The USA spends too much and gets too little from its healthcare system—that is the current dogma, and there is little reason to doubt it. The logical follow-up is that the nation needs to reform its service delivery system, and that also is a readily justifiable claim. Indeed, the nation has taken substantial steps towards reforms in the recent Patient Protection and Affordable Care Act (PPACA).1 However, the methods for reform become less obvious as one sets out to fill in the details. The simple fact is that, other than developing breakthroughs in diagnosis and treatment of individuals or restructuring how we pay for services, we have strikingly little methodology of reform for medical care.

Exactly what do we aim to achieve, and exactly how would we achieve it? I contend that the answers that we offer for these two key questions rely excessively on philosophies of governance or philosophies of science, and far too little on deliberately learning how to accelerate the pace and guide the direction of improvements. I also contend that we could develop the needed insights quickly, if we set out to do so.

This paper explores some of the ideas and strategies that would lead to a broader and more integrated methodology for developing the insights needed to guide improvements in the delivery of healthcare services. Although the examples are mostly from the USA, one would expect that these methods and many of the insights would be useful globally.

Mix of methods

Within the recollection of older researchers and practitioners in medical care, society celebrated medicine as an ‘art,’ and most of its truths were distillations of experience from seasoned practitioners. In the past half century, the standard of proof in medical care has moved strongly towards a scientific model, seeking generalisable truths about the workings of the body and of the interventions proposed. This has led to a useful reification of the randomised controlled trial, with its ability to mask many effects of unmeasured variables, secular trends and random events; and the factual basis of medical practice is much stronger than accretion of experience by practitioners could have achieved. This work has been generally well supported—by government, academic institutions and businesses—and many people make their living in medical research governed by careful statistical proof.

However, the work has had its challenges. Some issues are just too expensive to study rigorously, some are too difficult to measure reliably, and some require so many exclusions before sampling that the scope of generalisability is uncertain or limited. Furthermore, thoroughly inappropriate use of human subjects in an array of medical research projects led to extensive review and regulation aimed to prevent abuse.

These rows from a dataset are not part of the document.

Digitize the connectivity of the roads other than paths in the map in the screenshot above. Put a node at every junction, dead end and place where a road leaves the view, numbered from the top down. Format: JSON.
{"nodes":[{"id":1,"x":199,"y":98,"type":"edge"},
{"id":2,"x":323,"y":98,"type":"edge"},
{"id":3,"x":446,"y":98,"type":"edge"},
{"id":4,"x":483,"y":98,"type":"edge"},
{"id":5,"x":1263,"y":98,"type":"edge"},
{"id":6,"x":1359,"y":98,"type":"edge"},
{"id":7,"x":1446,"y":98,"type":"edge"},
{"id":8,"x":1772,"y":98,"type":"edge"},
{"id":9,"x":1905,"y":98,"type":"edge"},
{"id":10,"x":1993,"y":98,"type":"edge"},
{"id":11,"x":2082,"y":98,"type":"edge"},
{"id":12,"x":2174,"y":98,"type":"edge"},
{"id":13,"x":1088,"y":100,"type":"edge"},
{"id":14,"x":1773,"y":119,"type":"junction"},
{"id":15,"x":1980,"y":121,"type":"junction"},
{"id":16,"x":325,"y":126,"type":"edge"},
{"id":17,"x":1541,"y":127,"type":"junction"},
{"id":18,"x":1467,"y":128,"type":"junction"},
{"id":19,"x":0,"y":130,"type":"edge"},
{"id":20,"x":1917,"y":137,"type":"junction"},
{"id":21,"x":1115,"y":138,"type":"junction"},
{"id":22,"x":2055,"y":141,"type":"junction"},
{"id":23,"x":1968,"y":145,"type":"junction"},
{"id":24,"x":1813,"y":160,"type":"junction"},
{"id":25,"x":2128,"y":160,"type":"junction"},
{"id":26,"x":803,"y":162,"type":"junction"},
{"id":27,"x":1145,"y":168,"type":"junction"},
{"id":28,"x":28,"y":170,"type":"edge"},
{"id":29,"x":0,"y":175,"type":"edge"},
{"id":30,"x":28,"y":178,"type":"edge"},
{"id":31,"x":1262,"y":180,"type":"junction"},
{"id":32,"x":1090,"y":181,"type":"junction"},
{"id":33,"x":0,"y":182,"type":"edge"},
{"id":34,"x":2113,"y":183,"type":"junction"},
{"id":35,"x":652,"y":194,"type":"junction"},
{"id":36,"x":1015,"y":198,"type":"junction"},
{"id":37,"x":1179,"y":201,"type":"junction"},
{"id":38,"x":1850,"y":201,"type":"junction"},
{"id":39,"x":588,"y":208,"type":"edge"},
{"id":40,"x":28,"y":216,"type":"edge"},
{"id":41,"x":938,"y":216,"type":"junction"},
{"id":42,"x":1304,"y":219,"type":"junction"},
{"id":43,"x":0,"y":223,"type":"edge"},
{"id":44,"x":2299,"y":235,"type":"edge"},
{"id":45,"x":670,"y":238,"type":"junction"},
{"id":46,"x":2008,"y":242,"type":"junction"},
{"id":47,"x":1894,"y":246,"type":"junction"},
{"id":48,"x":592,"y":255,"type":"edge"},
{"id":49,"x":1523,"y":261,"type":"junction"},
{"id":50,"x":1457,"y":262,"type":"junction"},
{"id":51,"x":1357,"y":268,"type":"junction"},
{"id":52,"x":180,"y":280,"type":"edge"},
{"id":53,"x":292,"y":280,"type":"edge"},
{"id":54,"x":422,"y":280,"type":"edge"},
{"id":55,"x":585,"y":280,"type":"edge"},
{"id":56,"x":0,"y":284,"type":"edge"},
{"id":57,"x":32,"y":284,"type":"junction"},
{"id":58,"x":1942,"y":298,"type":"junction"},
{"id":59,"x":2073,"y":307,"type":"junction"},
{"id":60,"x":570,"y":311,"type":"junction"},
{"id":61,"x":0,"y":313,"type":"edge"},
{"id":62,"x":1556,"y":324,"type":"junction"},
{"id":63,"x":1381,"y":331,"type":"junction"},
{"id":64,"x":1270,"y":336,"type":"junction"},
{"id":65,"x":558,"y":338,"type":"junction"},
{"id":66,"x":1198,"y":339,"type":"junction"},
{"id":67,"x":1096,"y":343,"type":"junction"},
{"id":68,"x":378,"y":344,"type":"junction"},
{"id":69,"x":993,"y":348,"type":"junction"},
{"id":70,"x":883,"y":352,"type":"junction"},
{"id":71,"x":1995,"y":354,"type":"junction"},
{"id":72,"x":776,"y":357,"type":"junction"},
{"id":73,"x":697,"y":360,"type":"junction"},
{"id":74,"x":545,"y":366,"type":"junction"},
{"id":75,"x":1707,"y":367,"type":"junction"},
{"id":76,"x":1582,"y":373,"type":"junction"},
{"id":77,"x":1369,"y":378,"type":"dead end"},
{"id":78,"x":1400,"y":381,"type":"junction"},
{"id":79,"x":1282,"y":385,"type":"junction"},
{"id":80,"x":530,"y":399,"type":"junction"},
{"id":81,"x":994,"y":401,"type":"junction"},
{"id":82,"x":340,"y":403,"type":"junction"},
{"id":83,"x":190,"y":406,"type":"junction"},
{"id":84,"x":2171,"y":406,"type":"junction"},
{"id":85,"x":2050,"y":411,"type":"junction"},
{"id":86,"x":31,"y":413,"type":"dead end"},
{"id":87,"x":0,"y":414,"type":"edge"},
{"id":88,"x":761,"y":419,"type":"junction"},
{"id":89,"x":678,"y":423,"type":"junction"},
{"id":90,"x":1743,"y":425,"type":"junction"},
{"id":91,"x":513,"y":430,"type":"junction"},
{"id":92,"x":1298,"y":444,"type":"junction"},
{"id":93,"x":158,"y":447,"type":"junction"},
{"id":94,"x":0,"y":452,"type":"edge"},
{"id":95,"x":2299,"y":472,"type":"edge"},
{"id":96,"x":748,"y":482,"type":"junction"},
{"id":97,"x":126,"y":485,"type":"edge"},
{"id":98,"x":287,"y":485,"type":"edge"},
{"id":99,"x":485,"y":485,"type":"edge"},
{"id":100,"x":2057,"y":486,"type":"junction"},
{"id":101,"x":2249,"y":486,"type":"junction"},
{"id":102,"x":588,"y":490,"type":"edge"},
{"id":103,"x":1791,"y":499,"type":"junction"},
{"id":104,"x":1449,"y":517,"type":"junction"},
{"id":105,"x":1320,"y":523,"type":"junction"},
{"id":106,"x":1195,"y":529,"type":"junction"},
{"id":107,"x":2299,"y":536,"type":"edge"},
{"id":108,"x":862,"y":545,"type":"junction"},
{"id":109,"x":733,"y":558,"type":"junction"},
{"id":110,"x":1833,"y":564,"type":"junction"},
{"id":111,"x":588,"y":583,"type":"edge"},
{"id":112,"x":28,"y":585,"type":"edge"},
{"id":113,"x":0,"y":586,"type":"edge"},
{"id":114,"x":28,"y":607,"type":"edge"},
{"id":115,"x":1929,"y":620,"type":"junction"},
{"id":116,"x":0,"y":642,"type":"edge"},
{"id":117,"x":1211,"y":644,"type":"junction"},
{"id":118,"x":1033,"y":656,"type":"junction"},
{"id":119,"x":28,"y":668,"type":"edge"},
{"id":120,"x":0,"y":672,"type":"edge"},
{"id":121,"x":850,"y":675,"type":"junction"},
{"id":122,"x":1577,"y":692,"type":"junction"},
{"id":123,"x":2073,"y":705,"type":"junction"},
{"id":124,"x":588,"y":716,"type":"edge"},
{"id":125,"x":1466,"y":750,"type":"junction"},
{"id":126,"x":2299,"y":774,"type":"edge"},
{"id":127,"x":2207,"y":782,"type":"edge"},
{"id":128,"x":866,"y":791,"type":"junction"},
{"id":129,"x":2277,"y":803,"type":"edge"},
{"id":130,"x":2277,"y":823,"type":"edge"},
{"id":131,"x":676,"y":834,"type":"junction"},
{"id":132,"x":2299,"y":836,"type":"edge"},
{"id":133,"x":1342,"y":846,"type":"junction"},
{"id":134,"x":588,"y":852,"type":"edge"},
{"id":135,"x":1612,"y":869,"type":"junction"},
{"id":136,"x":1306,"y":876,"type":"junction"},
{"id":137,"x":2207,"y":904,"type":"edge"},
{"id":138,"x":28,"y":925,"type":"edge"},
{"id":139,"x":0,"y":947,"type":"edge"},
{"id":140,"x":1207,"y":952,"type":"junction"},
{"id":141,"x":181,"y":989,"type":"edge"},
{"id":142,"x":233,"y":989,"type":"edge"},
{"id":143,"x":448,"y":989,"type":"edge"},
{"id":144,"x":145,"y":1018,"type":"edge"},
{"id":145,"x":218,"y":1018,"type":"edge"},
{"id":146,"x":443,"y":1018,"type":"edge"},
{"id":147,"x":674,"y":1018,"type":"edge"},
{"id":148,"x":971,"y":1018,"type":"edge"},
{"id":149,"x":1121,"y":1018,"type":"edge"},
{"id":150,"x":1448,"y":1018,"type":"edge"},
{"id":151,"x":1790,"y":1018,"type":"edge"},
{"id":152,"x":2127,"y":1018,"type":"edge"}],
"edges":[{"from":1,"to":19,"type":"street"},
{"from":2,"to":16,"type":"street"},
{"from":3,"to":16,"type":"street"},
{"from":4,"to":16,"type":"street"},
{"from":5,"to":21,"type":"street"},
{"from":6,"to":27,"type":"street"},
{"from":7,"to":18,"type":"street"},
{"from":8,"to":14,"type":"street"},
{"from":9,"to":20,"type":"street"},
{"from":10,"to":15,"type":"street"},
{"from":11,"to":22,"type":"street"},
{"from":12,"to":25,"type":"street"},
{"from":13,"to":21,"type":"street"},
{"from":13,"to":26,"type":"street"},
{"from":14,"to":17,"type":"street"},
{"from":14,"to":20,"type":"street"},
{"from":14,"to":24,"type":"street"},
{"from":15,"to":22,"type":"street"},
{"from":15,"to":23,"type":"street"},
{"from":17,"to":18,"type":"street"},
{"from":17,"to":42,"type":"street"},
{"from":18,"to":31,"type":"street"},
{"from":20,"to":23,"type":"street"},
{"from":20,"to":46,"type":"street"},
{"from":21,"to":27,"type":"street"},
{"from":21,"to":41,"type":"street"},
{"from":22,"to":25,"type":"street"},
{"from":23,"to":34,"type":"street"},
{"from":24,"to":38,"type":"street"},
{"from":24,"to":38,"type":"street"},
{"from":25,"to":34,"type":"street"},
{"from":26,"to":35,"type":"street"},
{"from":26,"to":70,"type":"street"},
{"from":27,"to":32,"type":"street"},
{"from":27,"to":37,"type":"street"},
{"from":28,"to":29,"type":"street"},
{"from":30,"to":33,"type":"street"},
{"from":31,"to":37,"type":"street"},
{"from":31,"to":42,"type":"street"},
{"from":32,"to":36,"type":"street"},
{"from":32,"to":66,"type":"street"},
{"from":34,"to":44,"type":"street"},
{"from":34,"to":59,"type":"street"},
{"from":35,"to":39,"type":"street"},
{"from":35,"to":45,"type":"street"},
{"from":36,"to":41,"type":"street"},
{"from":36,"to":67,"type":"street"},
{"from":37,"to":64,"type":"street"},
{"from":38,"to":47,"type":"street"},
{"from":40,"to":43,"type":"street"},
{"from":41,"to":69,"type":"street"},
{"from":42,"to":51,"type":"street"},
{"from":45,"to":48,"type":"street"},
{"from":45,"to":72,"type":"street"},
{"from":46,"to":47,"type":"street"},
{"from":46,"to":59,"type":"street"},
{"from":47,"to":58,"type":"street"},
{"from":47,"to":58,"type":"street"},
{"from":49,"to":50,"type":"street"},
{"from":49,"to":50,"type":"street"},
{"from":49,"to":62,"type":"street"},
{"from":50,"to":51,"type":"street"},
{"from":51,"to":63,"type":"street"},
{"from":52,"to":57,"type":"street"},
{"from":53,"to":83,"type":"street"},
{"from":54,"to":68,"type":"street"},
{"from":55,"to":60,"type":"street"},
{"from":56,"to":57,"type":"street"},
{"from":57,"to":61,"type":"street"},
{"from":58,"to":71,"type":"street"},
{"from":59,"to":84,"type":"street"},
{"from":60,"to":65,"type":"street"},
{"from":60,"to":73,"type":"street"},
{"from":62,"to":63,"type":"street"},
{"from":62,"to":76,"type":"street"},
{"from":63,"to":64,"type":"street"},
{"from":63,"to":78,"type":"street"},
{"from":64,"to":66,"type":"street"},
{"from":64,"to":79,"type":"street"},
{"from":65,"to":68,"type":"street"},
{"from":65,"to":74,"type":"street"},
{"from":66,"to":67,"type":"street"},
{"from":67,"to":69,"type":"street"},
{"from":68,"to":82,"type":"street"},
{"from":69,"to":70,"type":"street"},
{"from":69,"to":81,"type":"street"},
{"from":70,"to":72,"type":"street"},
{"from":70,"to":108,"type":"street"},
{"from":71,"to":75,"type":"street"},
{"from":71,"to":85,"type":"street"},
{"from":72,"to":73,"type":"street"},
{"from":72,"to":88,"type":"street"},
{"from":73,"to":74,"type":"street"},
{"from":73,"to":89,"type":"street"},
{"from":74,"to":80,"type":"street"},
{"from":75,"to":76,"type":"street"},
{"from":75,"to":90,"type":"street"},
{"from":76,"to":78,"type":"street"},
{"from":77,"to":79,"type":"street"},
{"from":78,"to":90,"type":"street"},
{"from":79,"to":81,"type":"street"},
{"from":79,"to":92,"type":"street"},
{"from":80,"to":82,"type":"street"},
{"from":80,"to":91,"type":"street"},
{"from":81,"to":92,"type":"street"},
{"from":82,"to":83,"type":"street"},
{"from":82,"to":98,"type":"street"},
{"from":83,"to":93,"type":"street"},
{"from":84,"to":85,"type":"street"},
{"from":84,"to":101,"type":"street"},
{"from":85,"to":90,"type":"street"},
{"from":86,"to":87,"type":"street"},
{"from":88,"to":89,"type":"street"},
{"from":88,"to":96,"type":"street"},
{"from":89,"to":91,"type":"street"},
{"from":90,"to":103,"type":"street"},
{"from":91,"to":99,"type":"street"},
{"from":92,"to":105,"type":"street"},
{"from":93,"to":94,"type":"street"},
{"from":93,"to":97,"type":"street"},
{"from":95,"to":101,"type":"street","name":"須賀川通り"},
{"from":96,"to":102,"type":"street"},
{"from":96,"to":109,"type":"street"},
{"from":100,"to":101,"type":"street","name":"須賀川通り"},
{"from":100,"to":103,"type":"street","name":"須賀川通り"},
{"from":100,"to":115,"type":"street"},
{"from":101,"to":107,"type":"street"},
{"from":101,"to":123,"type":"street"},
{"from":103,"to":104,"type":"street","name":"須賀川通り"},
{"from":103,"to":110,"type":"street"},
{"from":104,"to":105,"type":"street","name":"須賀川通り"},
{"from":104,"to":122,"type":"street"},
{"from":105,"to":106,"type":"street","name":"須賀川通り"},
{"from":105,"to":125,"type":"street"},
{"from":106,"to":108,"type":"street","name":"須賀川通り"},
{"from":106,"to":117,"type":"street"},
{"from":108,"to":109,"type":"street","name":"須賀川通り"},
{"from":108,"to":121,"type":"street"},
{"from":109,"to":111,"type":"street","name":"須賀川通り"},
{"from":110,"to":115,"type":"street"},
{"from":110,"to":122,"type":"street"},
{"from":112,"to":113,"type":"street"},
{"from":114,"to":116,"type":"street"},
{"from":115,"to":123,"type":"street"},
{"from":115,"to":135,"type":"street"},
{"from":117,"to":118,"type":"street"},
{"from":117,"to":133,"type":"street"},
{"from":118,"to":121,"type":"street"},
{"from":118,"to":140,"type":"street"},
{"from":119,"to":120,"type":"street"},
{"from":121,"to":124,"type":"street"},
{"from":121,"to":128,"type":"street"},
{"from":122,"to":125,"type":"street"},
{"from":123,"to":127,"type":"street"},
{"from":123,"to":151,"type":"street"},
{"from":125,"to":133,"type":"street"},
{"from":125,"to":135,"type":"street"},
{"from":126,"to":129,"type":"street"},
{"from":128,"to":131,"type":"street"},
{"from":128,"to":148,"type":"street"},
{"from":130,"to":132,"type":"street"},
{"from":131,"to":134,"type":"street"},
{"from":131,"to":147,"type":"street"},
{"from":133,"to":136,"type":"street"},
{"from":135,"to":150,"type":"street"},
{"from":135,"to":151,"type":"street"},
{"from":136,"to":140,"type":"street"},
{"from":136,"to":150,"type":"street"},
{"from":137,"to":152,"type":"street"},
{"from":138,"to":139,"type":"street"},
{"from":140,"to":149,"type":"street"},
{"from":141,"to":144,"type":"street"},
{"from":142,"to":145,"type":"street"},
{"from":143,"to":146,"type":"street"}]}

Within the last 20 years, a complementary set of process improvement methods has taken root, borrowed from management of manufacturing. Continuous quality improvement uses goal-setting, monitoring, standardisation, testing and strategies for sustainability, and spread in order to tackle potential dysfunctions in service delivery, mostly within one organisation or setting. The methods have often been successful in rapidly and sustainably achieving better outcomes and now form the backbone of major portions of professional and organisational credentialling. But the relationships between the methods of scientific research and of quality improvement have not yet been worked out well. For example, it not clear whether funding appropriated for ‘research’ could be used in ‘quality improvement,’ whether improvement projects deserve to be published or which ‘quality improvement’ projects must undergo review under the regulations governing ‘research on human subjects’. Perhaps most importantly, how to tackle important national priorities using a prudent mix of methods has received scant attention.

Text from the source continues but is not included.